[Required action] Each record that follows is to be duplicated exactly, though its pictures are not.

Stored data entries
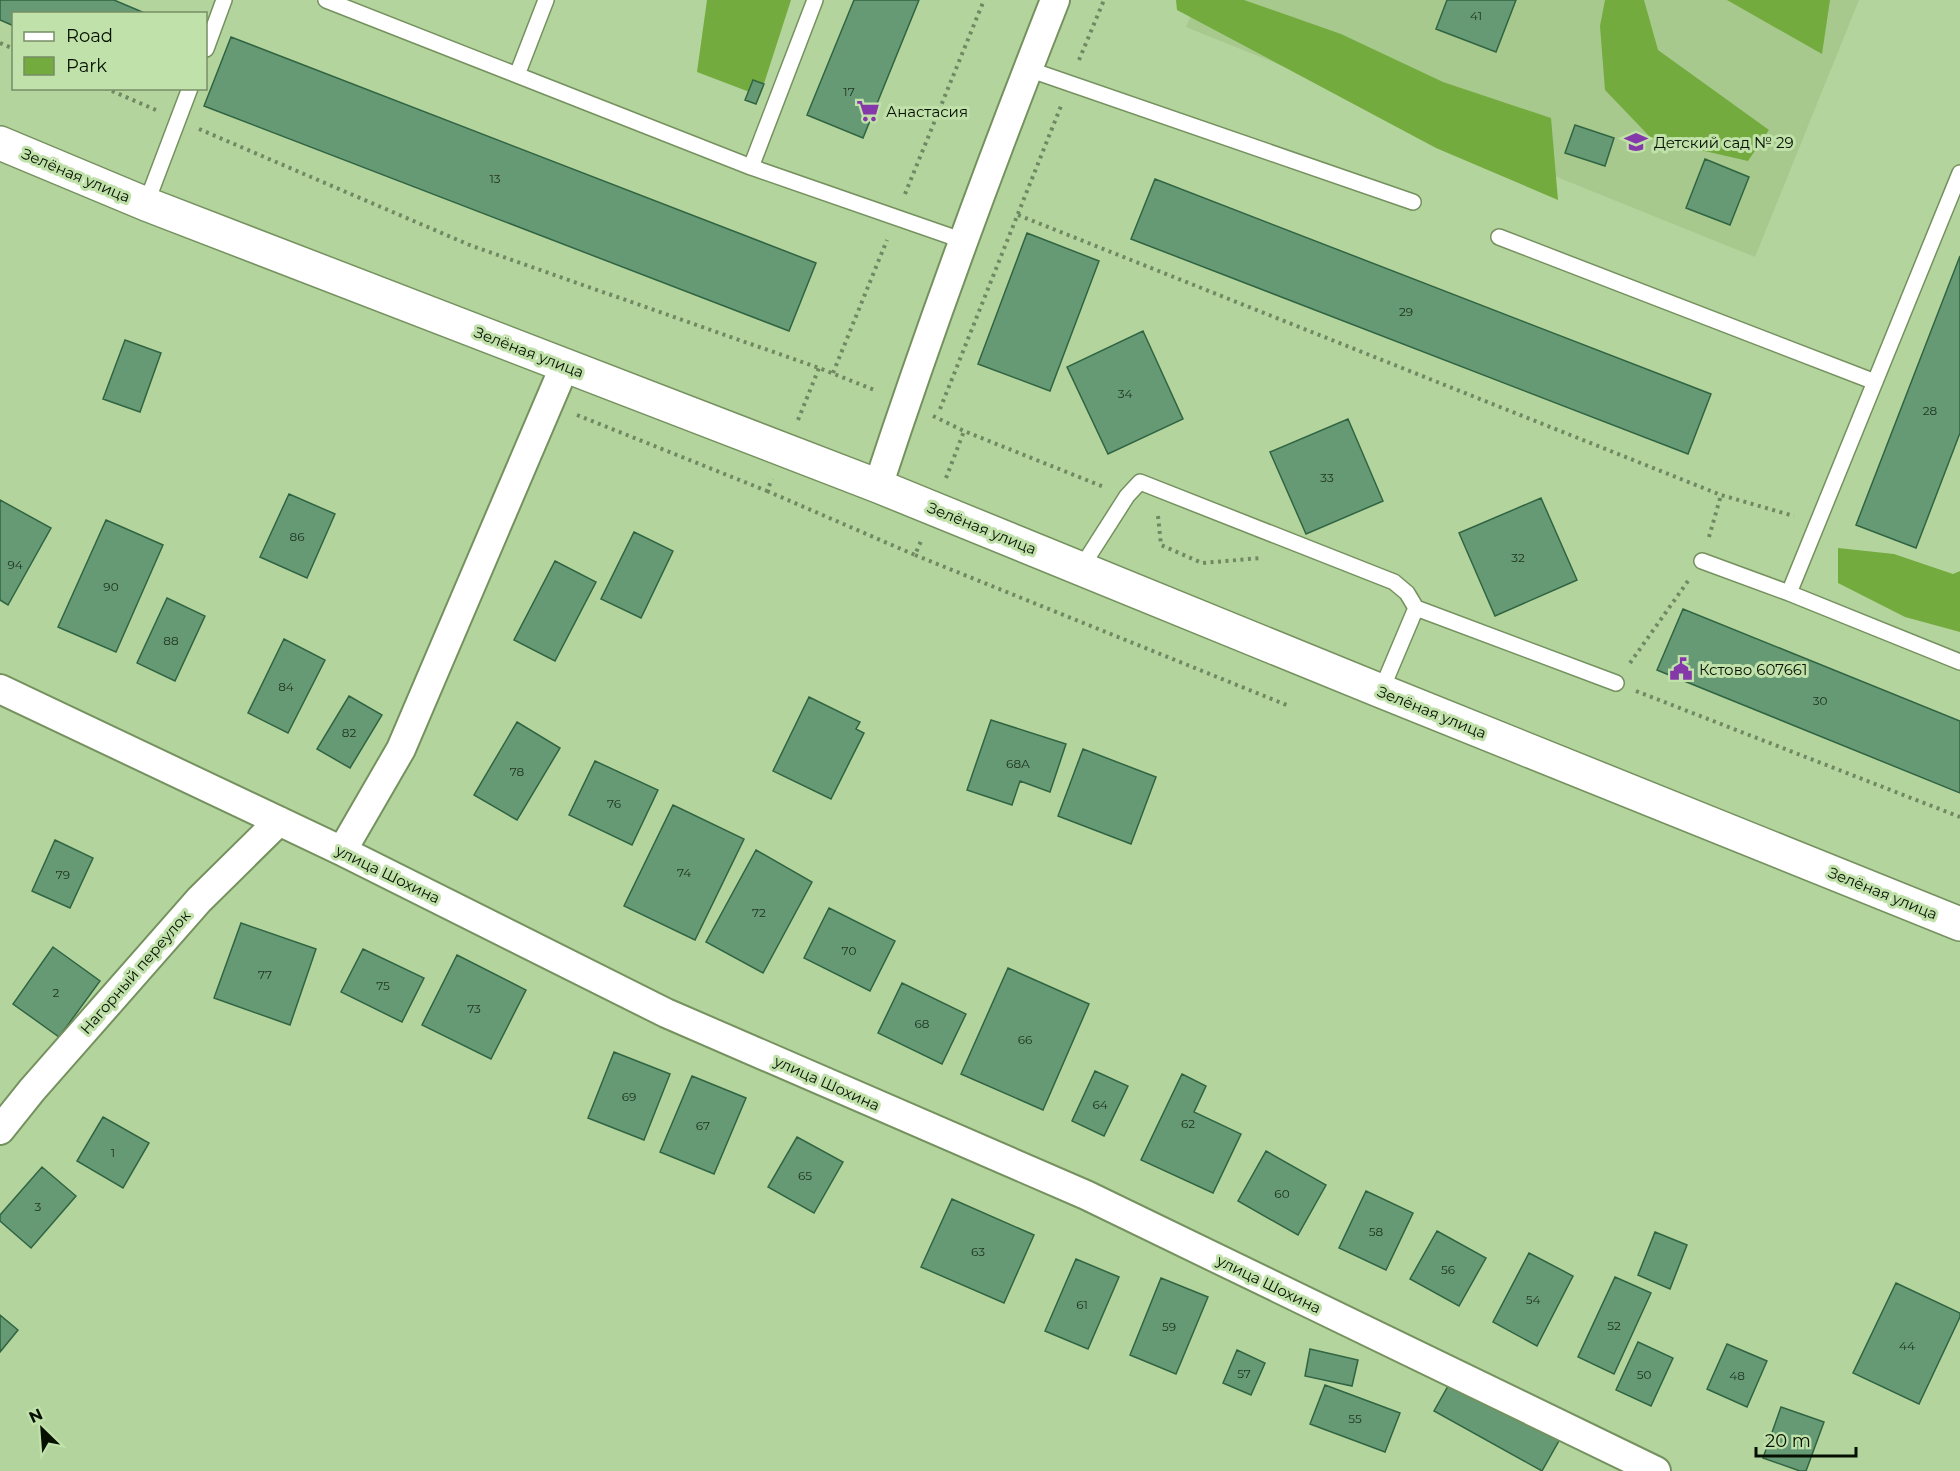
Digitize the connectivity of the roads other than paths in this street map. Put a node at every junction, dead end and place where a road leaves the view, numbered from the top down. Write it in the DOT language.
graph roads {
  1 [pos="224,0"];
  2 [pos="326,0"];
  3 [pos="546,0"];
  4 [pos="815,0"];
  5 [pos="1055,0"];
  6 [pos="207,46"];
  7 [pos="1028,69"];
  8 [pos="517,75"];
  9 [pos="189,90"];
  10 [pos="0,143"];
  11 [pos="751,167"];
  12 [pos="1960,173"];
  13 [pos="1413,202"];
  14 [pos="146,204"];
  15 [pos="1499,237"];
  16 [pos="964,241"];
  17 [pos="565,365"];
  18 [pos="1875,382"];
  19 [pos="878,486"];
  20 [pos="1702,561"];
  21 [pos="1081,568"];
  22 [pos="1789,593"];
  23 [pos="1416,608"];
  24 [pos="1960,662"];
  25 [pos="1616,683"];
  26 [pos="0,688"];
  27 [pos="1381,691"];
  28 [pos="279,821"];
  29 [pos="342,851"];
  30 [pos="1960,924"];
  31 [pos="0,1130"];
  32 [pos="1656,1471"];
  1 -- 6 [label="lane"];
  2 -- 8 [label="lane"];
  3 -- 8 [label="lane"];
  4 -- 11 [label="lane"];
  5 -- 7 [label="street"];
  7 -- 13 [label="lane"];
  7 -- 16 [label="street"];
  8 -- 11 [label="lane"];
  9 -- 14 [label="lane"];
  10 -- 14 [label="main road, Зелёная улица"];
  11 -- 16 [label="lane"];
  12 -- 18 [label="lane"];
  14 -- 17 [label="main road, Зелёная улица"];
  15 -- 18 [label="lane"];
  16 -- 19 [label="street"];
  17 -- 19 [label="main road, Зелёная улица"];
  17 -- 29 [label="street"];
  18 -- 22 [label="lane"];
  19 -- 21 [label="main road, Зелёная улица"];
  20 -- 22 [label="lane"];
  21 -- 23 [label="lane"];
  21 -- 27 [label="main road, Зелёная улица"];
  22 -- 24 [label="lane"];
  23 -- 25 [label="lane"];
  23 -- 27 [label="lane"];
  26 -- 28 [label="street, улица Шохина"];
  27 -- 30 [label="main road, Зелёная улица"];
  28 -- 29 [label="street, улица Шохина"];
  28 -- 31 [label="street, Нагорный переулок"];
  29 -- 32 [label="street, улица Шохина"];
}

[Written solution]
Digitize the connectivity of the roads other than paths in this street map. Put a node at every junction, dead end and place where a road leaves the view, numbered from the top down. Write it in the DOT language.
graph roads {
  1 [pos="224,0"];
  2 [pos="326,0"];
  3 [pos="546,0"];
  4 [pos="815,0"];
  5 [pos="1055,0"];
  6 [pos="207,46"];
  7 [pos="1028,69"];
  8 [pos="517,75"];
  9 [pos="189,90"];
  10 [pos="0,143"];
  11 [pos="751,167"];
  12 [pos="1960,173"];
  13 [pos="1413,202"];
  14 [pos="146,204"];
  15 [pos="1499,237"];
  16 [pos="964,241"];
  17 [pos="565,365"];
  18 [pos="1875,382"];
  19 [pos="878,486"];
  20 [pos="1702,561"];
  21 [pos="1081,568"];
  22 [pos="1789,593"];
  23 [pos="1416,608"];
  24 [pos="1960,662"];
  25 [pos="1616,683"];
  26 [pos="0,688"];
  27 [pos="1381,691"];
  28 [pos="279,821"];
  29 [pos="342,851"];
  30 [pos="1960,924"];
  31 [pos="0,1130"];
  32 [pos="1656,1471"];
  1 -- 6 [label="lane"];
  2 -- 8 [label="lane"];
  3 -- 8 [label="lane"];
  4 -- 11 [label="lane"];
  5 -- 7 [label="street"];
  7 -- 13 [label="lane"];
  7 -- 16 [label="street"];
  8 -- 11 [label="lane"];
  9 -- 14 [label="lane"];
  10 -- 14 [label="main road, Зелёная улица"];
  11 -- 16 [label="lane"];
  12 -- 18 [label="lane"];
  14 -- 17 [label="main road, Зелёная улица"];
  15 -- 18 [label="lane"];
  16 -- 19 [label="street"];
  17 -- 19 [label="main road, Зелёная улица"];
  17 -- 29 [label="street"];
  18 -- 22 [label="lane"];
  19 -- 21 [label="main road, Зелёная улица"];
  20 -- 22 [label="lane"];
  21 -- 23 [label="lane"];
  21 -- 27 [label="main road, Зелёная улица"];
  22 -- 24 [label="lane"];
  23 -- 25 [label="lane"];
  23 -- 27 [label="lane"];
  26 -- 28 [label="street, улица Шохина"];
  27 -- 30 [label="main road, Зелёная улица"];
  28 -- 29 [label="street, улица Шохина"];
  28 -- 31 [label="street, Нагорный переулок"];
  29 -- 32 [label="street, улица Шохина"];
}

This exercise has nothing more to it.